Within the listing below, the lines containing "Советская" are to be counted. Give the number only.

========================================

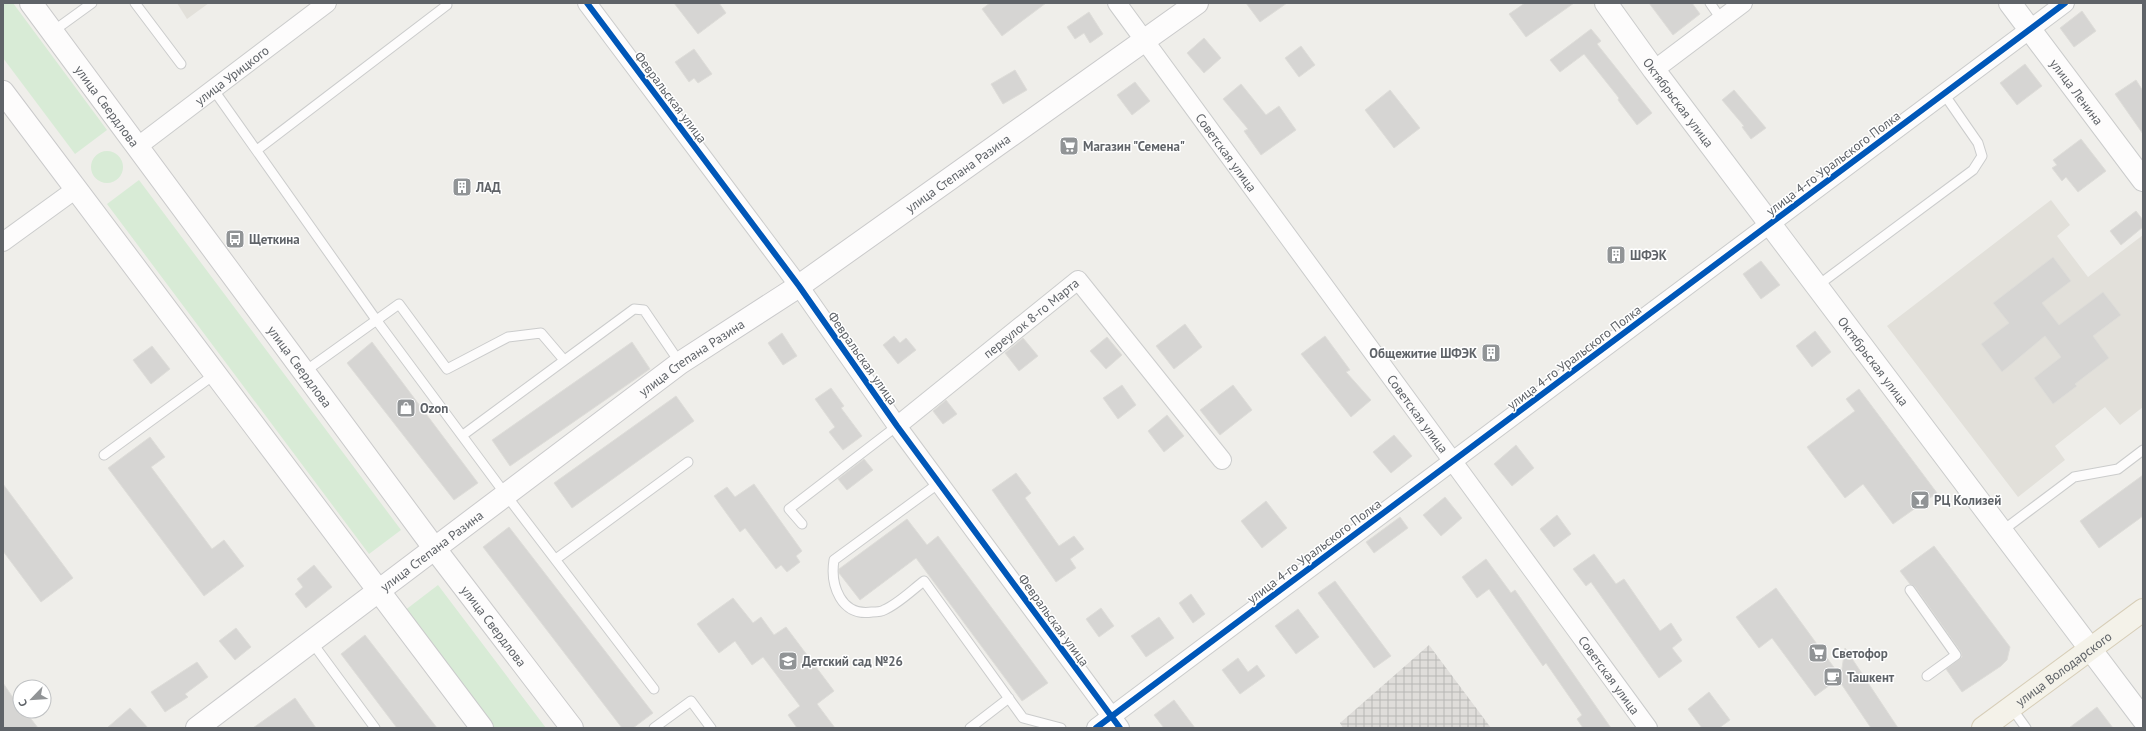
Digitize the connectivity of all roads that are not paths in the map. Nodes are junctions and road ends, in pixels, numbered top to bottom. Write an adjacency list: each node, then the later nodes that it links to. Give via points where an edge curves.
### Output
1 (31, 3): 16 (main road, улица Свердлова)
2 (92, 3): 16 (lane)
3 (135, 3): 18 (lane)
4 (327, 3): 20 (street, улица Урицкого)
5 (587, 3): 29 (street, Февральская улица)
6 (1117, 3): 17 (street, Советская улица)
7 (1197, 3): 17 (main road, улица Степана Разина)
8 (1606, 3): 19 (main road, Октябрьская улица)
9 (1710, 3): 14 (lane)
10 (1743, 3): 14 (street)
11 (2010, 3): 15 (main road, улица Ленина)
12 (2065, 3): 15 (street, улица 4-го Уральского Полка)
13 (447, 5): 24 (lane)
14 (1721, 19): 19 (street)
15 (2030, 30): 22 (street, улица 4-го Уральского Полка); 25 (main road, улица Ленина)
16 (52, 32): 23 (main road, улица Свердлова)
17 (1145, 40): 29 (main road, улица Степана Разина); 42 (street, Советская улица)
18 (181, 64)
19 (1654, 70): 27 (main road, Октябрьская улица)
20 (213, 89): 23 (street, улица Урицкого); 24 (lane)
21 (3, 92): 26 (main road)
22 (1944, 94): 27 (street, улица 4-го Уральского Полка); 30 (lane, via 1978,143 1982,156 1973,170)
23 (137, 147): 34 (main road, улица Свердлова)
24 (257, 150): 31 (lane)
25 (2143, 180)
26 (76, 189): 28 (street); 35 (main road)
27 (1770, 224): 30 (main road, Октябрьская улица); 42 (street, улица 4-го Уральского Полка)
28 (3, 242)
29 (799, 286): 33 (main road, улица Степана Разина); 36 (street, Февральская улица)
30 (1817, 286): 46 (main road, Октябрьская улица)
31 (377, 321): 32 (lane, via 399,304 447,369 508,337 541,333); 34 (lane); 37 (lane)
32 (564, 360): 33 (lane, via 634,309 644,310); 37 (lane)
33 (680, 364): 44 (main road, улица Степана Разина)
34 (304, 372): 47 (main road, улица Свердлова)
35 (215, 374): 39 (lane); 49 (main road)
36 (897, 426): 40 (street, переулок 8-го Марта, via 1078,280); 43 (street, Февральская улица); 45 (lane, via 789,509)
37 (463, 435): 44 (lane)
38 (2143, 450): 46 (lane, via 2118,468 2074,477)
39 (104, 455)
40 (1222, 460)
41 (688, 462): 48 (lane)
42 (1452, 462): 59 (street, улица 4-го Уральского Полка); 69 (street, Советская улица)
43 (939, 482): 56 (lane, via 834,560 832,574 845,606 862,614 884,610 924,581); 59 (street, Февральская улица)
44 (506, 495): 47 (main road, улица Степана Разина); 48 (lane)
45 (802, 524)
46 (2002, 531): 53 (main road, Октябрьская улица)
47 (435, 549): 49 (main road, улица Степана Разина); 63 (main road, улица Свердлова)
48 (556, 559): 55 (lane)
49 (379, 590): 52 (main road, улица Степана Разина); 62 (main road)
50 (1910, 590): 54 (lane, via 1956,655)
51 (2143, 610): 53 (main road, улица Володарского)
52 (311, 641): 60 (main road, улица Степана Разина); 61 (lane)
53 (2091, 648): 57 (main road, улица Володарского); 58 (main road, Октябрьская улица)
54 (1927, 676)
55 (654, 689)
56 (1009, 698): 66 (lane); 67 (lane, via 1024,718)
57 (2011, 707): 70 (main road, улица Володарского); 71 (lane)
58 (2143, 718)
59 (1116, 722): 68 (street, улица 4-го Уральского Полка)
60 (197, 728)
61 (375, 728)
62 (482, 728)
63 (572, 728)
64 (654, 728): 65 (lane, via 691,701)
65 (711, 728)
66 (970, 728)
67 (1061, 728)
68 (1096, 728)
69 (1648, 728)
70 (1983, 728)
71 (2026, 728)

========================================

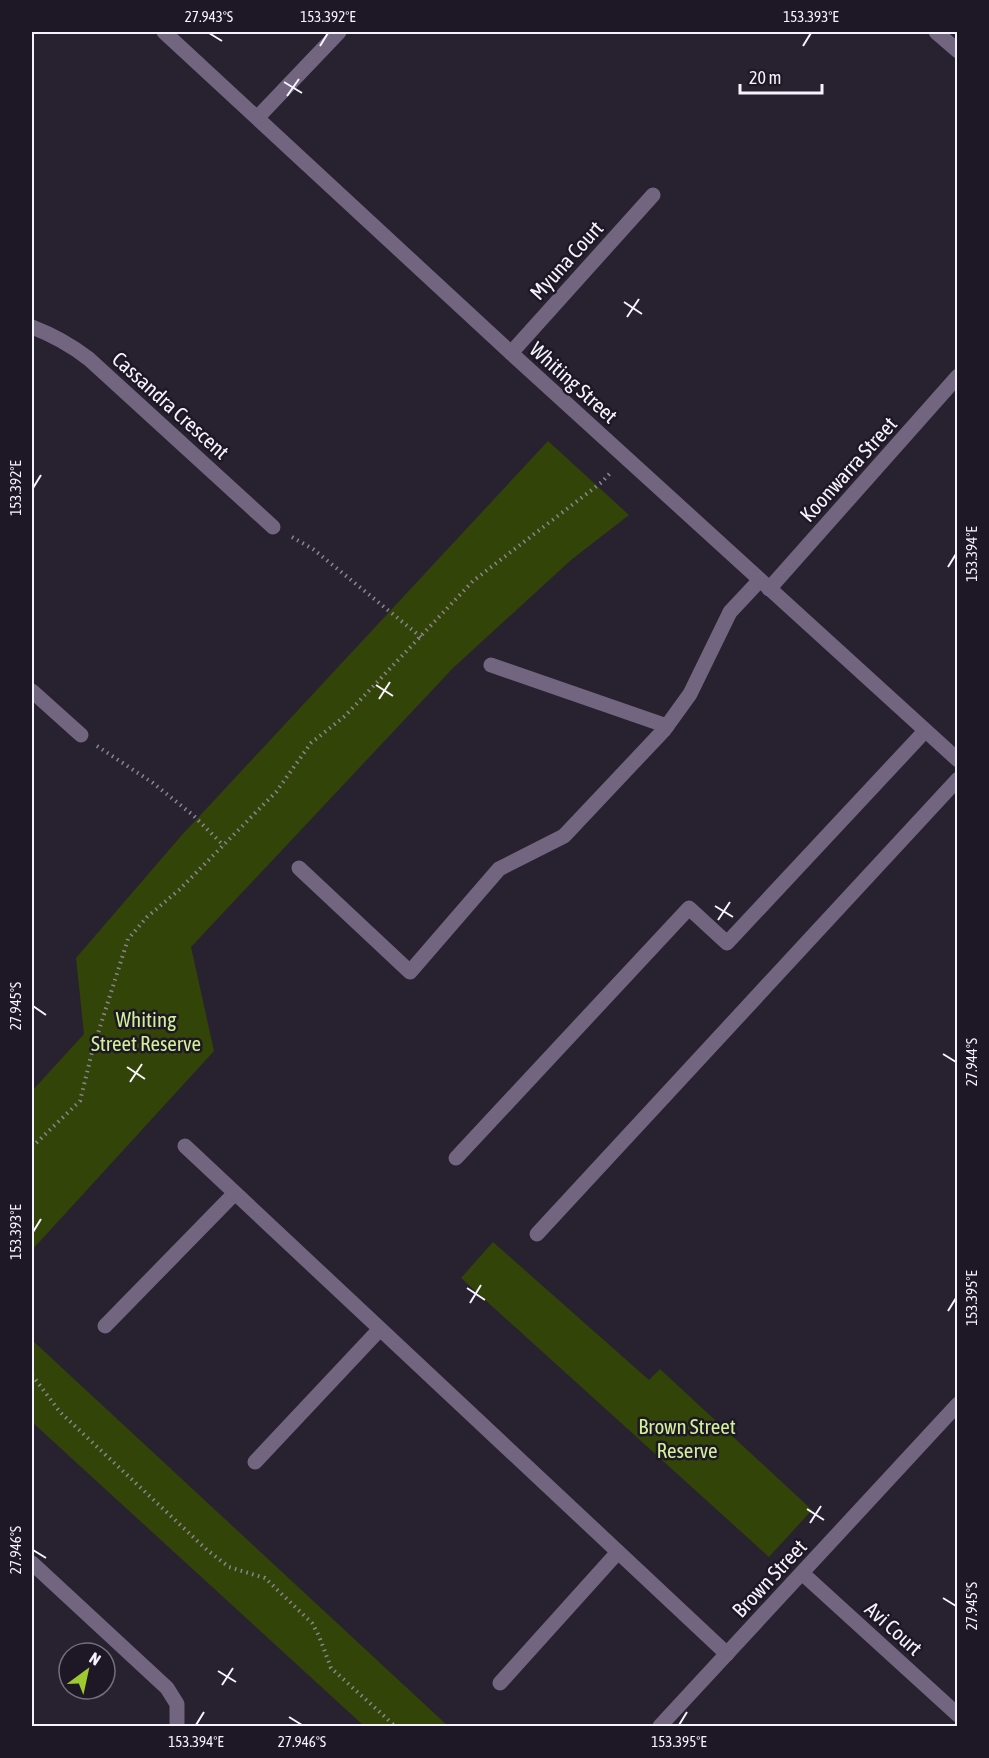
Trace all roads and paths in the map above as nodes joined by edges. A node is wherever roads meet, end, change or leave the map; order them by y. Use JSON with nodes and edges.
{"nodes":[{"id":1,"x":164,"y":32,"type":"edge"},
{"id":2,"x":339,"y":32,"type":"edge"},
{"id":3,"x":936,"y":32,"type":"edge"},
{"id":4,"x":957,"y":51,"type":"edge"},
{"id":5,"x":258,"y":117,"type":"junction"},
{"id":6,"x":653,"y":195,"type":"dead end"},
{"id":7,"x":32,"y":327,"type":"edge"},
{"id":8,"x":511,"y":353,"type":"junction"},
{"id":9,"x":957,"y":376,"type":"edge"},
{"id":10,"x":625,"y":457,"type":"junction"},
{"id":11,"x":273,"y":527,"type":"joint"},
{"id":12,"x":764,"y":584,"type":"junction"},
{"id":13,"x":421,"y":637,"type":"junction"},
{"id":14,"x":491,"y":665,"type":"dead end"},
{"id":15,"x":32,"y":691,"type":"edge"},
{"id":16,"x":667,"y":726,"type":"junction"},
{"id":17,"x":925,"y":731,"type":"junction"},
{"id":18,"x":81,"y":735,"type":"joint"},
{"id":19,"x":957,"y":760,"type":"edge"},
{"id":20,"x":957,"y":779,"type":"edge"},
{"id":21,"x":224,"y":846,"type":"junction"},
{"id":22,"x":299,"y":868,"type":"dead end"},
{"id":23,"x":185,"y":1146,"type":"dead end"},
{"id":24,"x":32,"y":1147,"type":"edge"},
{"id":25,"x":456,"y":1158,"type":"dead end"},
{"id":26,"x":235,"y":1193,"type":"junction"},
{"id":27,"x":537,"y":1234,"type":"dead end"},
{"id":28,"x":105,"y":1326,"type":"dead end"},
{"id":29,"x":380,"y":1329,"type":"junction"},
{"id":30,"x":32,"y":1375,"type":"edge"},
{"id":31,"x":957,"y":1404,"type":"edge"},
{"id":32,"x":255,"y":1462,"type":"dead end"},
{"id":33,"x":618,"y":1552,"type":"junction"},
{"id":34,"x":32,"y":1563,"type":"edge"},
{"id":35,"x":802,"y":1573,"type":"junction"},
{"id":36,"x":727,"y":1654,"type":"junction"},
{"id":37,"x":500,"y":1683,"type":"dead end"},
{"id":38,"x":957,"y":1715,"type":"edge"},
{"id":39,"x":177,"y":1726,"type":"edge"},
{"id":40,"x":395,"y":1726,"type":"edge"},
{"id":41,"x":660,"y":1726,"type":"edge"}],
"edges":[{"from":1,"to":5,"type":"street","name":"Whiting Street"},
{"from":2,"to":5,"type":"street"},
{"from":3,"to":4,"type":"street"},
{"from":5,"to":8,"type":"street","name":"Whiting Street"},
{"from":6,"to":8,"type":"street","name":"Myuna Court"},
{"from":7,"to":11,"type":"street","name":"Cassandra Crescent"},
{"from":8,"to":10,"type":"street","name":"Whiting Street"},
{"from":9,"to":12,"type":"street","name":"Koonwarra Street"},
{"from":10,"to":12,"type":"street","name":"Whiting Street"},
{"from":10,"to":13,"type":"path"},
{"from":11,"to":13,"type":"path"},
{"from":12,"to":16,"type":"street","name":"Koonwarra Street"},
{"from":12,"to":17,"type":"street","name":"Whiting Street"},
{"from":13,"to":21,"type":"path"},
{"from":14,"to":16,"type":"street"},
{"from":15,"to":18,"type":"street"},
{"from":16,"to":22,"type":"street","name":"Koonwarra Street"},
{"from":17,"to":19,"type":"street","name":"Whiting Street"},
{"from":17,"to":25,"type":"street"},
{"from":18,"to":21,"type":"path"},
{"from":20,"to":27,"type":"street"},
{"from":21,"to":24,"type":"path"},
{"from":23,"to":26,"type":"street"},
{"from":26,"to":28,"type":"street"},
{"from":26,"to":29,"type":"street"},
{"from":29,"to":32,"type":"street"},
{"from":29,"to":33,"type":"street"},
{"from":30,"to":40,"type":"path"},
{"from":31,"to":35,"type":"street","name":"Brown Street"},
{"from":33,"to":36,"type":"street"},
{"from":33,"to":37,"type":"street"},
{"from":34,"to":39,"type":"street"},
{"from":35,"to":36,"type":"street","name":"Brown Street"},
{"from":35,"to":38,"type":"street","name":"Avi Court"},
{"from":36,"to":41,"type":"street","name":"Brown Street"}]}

========================================

■ Written response:
3